## Task item:
Work through the data and say how many lines contain "that". The number alone is the answer.

## Given records:
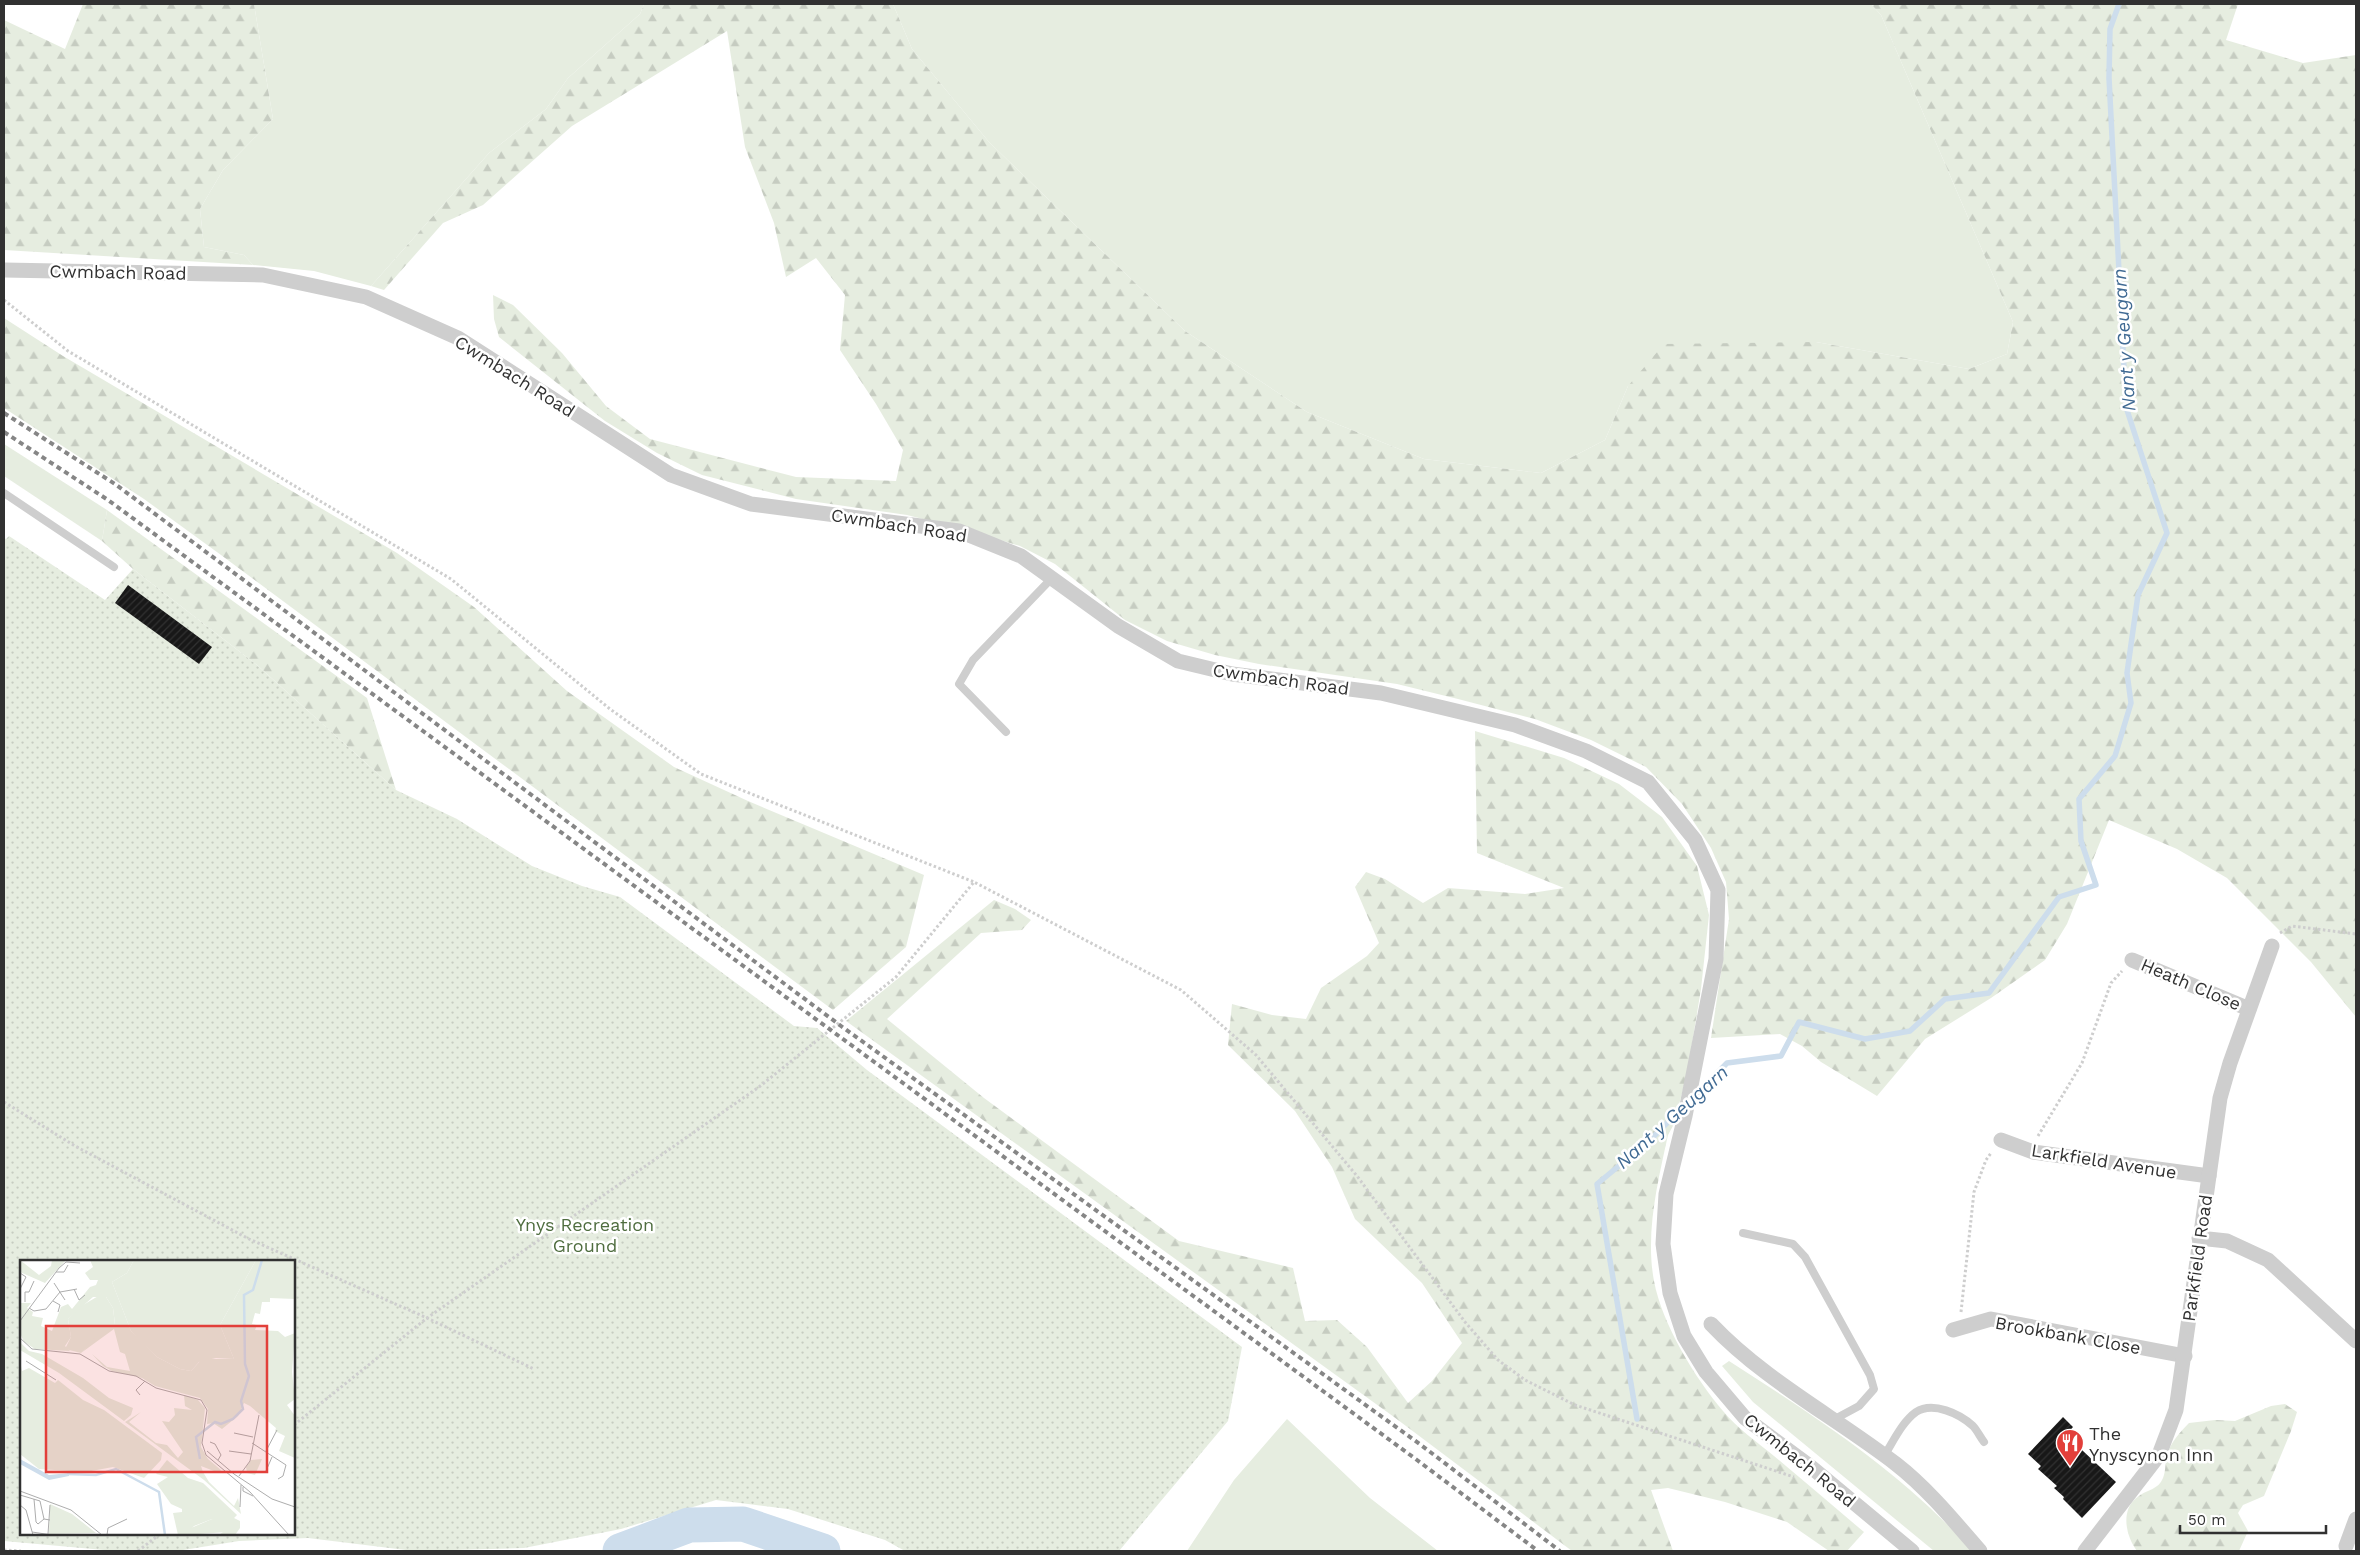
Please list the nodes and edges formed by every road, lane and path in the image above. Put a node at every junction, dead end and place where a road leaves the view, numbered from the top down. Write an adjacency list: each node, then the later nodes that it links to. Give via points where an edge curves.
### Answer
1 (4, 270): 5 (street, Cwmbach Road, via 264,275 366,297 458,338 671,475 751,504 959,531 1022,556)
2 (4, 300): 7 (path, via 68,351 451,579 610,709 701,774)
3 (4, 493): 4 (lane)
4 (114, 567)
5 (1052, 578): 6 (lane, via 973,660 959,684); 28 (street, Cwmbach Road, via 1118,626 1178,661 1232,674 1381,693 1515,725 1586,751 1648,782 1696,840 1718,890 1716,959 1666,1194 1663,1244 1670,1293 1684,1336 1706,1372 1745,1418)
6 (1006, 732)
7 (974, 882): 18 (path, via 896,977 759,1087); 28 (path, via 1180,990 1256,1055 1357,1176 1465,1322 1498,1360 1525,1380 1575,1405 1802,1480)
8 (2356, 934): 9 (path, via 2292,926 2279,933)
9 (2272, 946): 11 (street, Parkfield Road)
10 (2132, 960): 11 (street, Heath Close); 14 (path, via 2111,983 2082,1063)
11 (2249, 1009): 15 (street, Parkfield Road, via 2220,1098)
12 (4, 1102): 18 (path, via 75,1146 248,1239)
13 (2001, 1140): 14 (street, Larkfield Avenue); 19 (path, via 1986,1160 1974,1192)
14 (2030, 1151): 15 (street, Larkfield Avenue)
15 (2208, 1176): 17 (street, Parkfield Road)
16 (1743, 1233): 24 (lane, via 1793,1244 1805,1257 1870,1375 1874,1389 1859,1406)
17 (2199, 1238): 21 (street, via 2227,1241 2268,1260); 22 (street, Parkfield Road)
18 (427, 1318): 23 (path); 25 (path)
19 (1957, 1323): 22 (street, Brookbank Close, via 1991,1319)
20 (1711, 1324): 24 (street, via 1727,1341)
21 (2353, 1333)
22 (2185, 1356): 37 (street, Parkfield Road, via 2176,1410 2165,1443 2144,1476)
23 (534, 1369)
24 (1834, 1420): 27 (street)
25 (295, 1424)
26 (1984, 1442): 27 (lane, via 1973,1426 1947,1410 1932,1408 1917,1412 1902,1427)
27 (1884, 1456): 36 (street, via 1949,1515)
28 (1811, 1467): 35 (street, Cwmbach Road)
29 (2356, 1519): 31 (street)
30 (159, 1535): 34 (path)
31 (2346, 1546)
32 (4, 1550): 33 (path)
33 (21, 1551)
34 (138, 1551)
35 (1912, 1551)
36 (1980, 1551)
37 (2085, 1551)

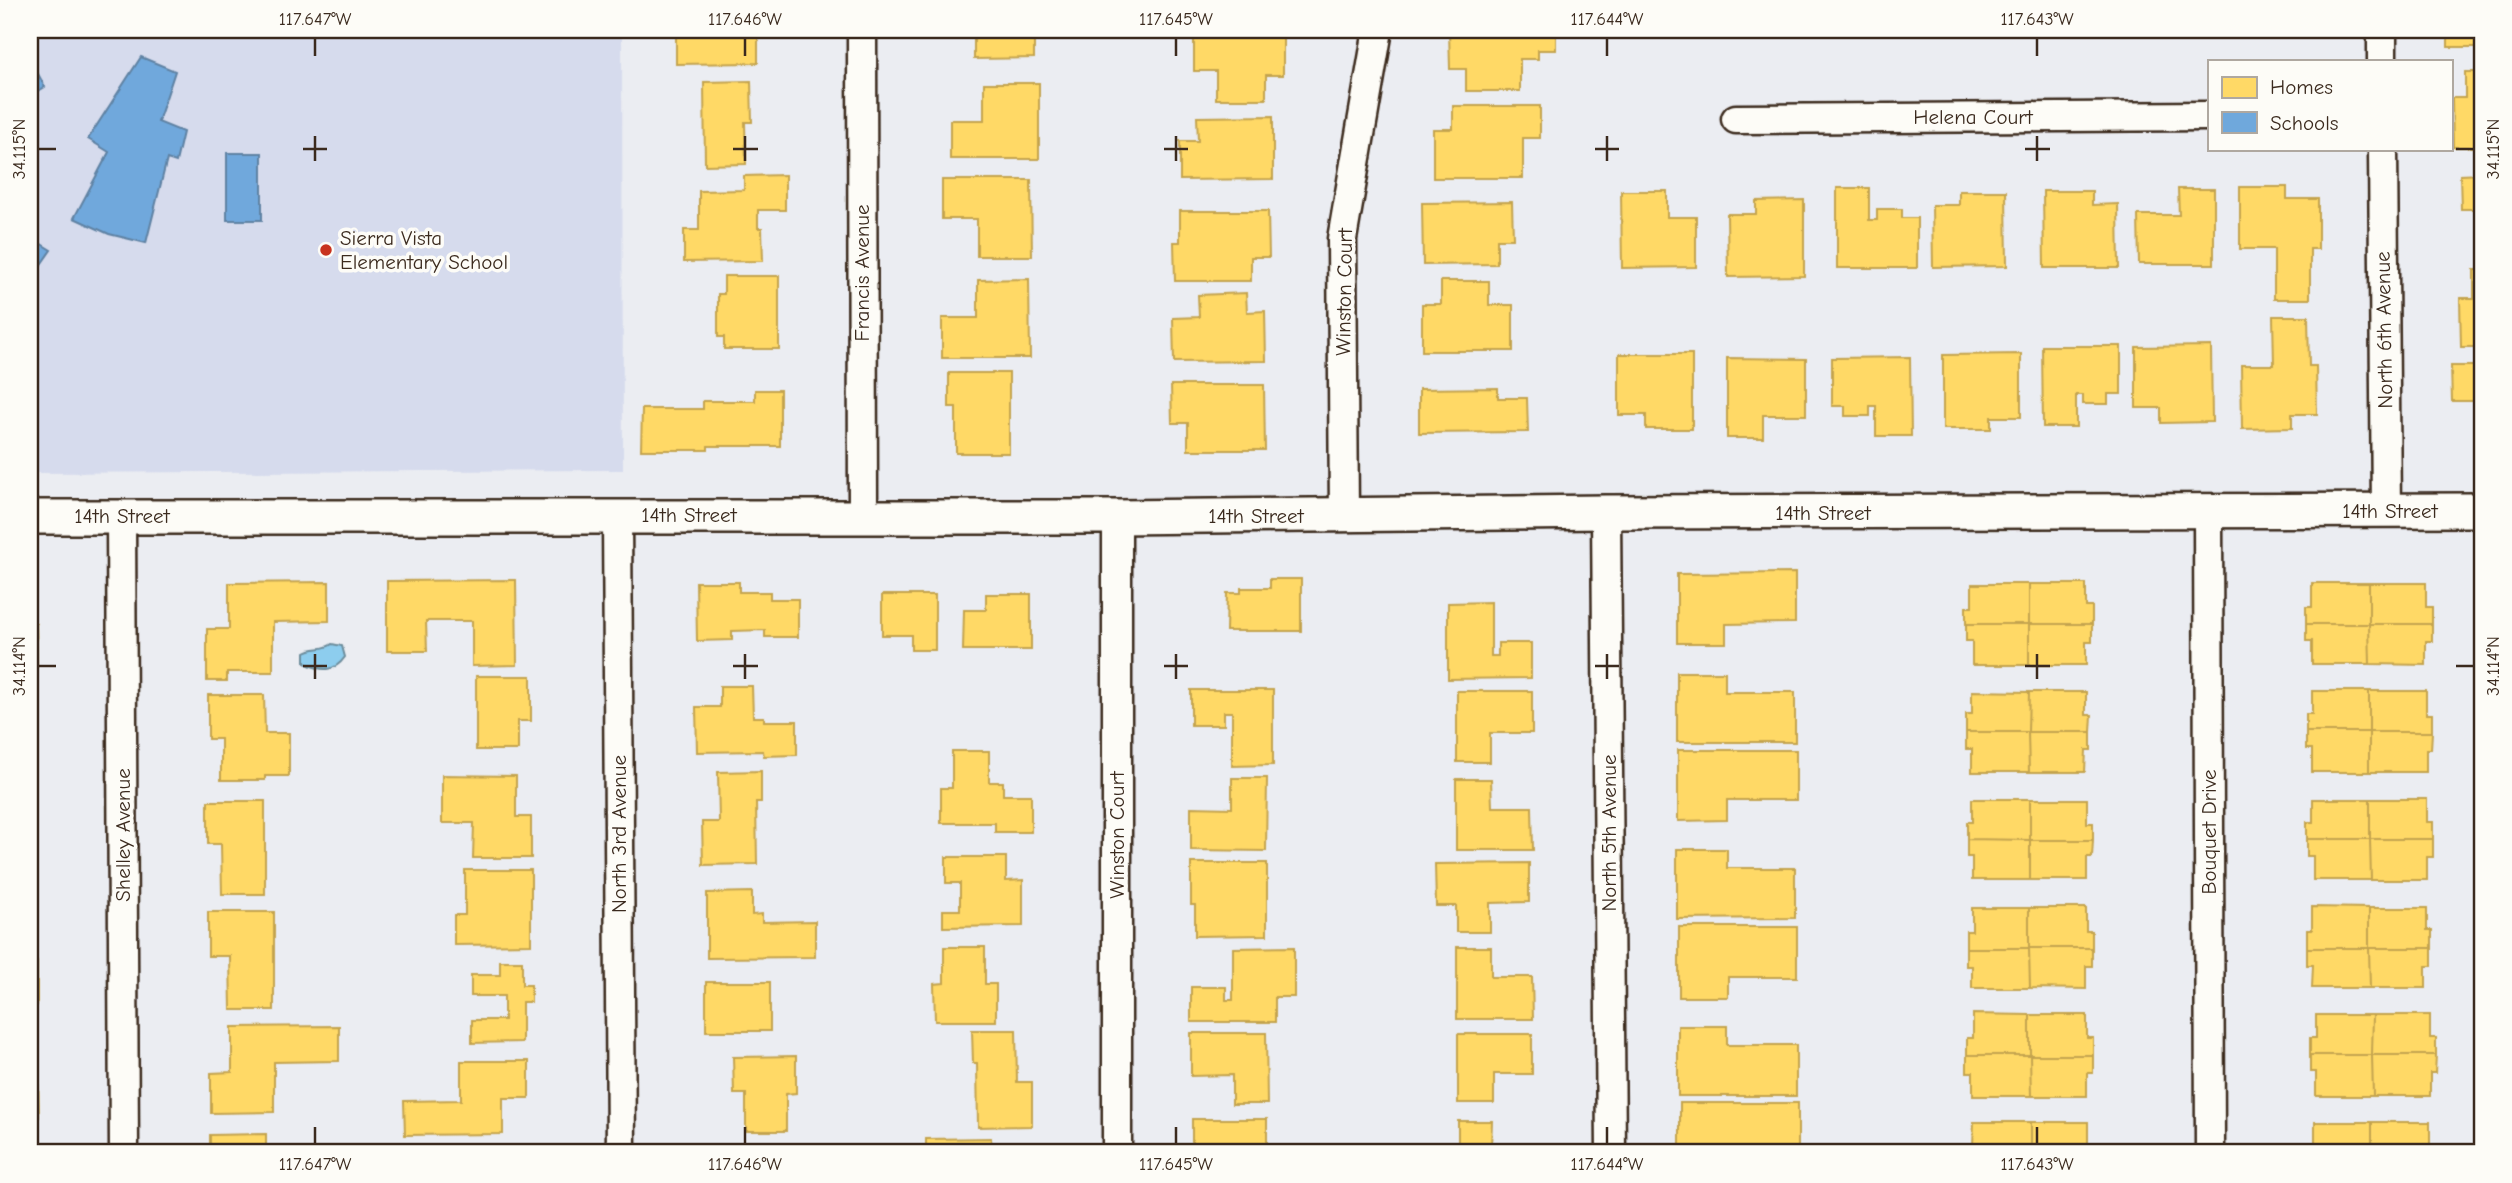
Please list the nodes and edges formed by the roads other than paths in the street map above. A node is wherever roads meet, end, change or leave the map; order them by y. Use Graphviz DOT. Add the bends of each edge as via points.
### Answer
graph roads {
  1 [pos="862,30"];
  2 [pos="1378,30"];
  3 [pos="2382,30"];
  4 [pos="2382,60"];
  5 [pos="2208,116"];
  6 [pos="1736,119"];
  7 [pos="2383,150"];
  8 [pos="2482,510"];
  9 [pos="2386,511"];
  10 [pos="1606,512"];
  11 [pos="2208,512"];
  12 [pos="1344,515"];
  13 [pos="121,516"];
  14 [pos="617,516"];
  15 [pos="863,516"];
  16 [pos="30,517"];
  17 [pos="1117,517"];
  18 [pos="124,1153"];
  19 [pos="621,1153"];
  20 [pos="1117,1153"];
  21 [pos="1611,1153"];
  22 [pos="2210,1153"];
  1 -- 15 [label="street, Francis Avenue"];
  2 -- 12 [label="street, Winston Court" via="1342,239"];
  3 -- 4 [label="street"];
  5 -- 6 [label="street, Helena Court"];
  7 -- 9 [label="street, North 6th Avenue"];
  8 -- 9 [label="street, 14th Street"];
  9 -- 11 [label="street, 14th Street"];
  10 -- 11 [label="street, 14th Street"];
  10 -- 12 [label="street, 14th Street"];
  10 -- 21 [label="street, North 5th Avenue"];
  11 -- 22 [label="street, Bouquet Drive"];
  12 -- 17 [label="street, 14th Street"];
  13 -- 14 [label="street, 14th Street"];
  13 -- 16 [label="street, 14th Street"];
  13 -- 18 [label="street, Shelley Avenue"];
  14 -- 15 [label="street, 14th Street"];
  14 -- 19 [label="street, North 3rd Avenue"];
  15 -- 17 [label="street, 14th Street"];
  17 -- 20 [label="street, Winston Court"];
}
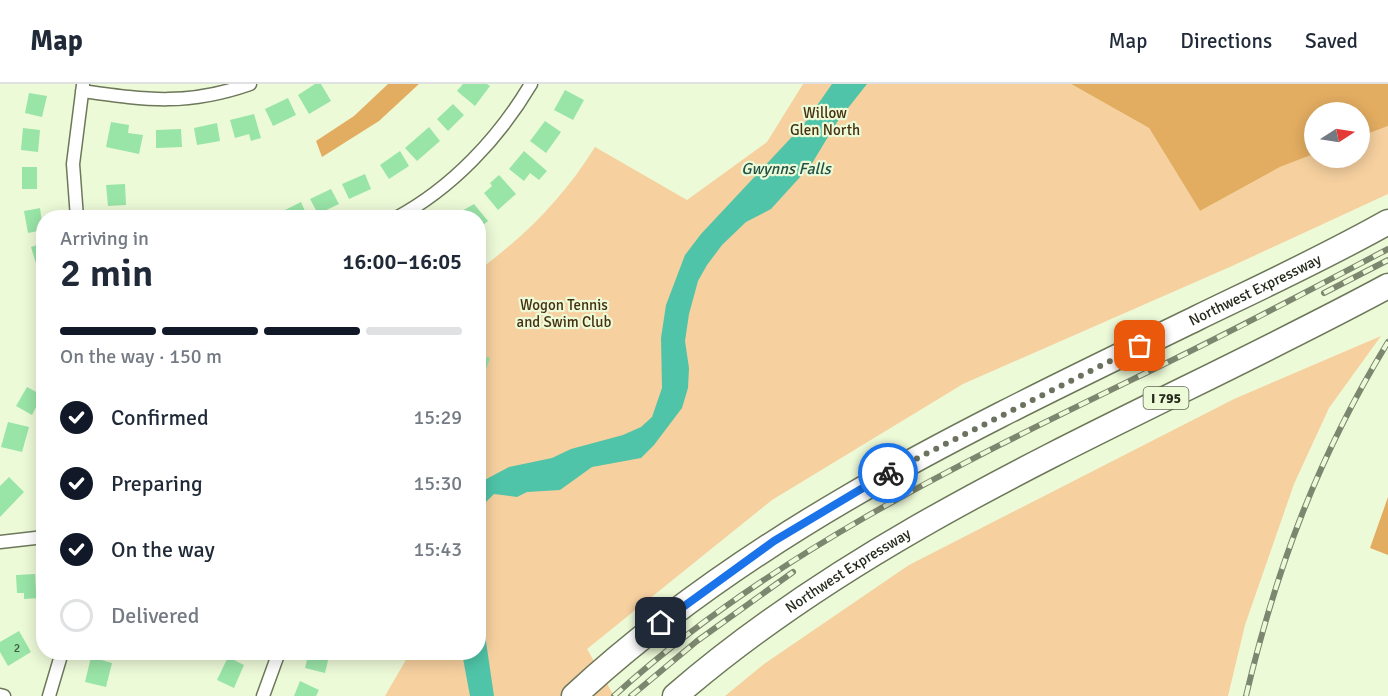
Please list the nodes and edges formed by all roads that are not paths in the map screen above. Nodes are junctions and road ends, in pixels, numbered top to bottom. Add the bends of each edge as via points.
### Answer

## Output below:
2